I'm in my early 50s, divorced and living alone. Two years ago, I started dating a politician. I told him I wouldn't see him if he were married, that I didn't want a "discreet relationship." He said he was living with his long-standing common-law partner, but there was no love there. He described their relationship as strictly "daily routine and friendship." I believed him and trusted him fully. We were happy and in love, travelled together a lot and went to many political functions together. Six months ago he proposed, saying everything would work out, and I said yes. But I started getting suspicious, because we only planned trips for dates his partner was out of town. And whenever his family got together, for dinner or holidays, she was always there. I felt left out, betrayed, and humiliated. He kept giving me excuses to postpone our being together: a death in the family, election, etc. Finally, I gave him an ultimatum: Move out by December. He e-mailed me that his heart is aching and he wants to have dinner with me for a serious talk. I refused. I knew what he'd say: more lies. My family and I feel he is a man of low character, a dishonest man with no integrity. What should I do?

The answer

Pursuant to my New Year's Resolution 143-a ("Be kinder and less curmudgeonly"), I'm going to resist the temptation to use the word "naïveté" or express disbelief that anyone could be so, hmm … let's say "suffused with refreshingly childlike innocence" that they'd actually be surprised they were lied to – by a politician.

It'd be like kicking a fluffy, friendly little puppy when it's confused and lost and the snow's started to fall, and Nuevo Dave-o 2013's not like that, folks.

Instead, please allow me to make a couple of general points.

The first seems obvious, but I'm never-endingly amazed at how many women fall afoul of it: If you let a man have his cake and eat it too, there's a good chance you'll wind up with a pie in the face.

Ladies, I have no hard statistics to back this up (impossible to obtain, because the whole matter is ipso facto enshrouded with lies, like the summit of Kilimanjaro is with clouds), but from what I've observed, if you're "dating" a sweet-talking married – or, whatever, common-law – man, and you're wondering how it will all play out, take a long look in the mirror and imagine the face you see there with hot tears rolling down its cheeks, because most of the time that's how it ends.

It's like we say in poker: "If you don't know who the sucker is at the table, it's probably you."

Though, true, it's not always the case … and I suppose philandering married men who stay with their wives secretly bless those who don't – because it keeps the hope alive in their mistresses.

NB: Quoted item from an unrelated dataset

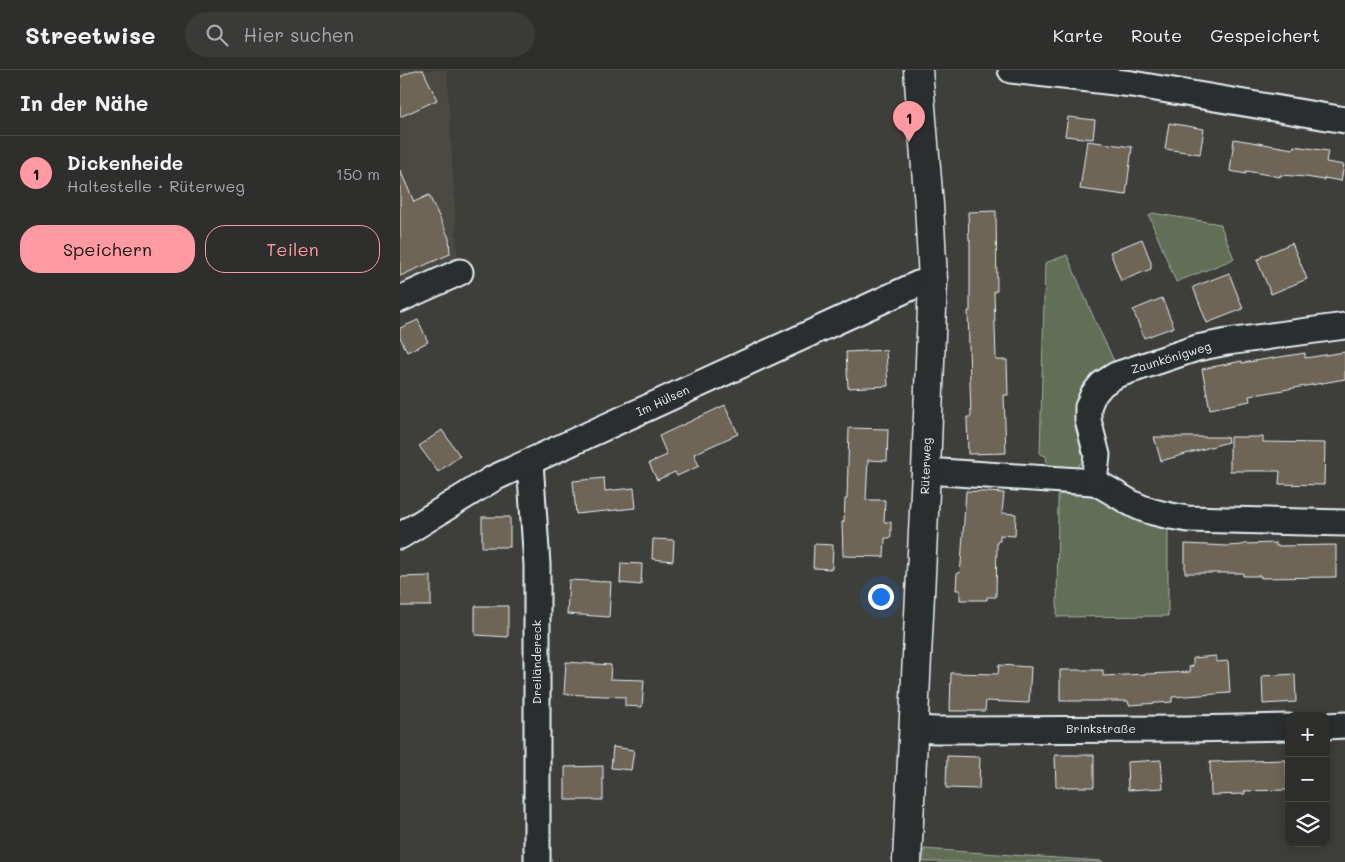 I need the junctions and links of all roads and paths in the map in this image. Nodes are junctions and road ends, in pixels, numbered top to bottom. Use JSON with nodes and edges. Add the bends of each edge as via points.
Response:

(I hasten to add that not all men are this way, ladies. Canis mendacious obesus – common name "big fat liars" – is merely a subspecies of Homo sapiens, though it's true there seem to be enough of them that they're giving the whole breed a bad name.)

And of course these doggy dudes stuff you full of lies, like a piñata. It's (their) second nature. But don't listen to their sugary speeches. Ignore their words. Actions speak louder than. When they speak, all you should hear is: Rrruff! Rowf! Arf! Even if they rear up on their hind legs, a bunch of flowers in one forepaw and a diamond ring in another, don't be fooled.

Remember also: Just because something's true doesn't mean it isn't also a lie. Sure, maybe this guy's relationship with his common-law partner has become humdrum and routine. So? A mensch ends one relationship before beginning another. Everyone knows that. I'm far from perfect but I knew this even at age 19.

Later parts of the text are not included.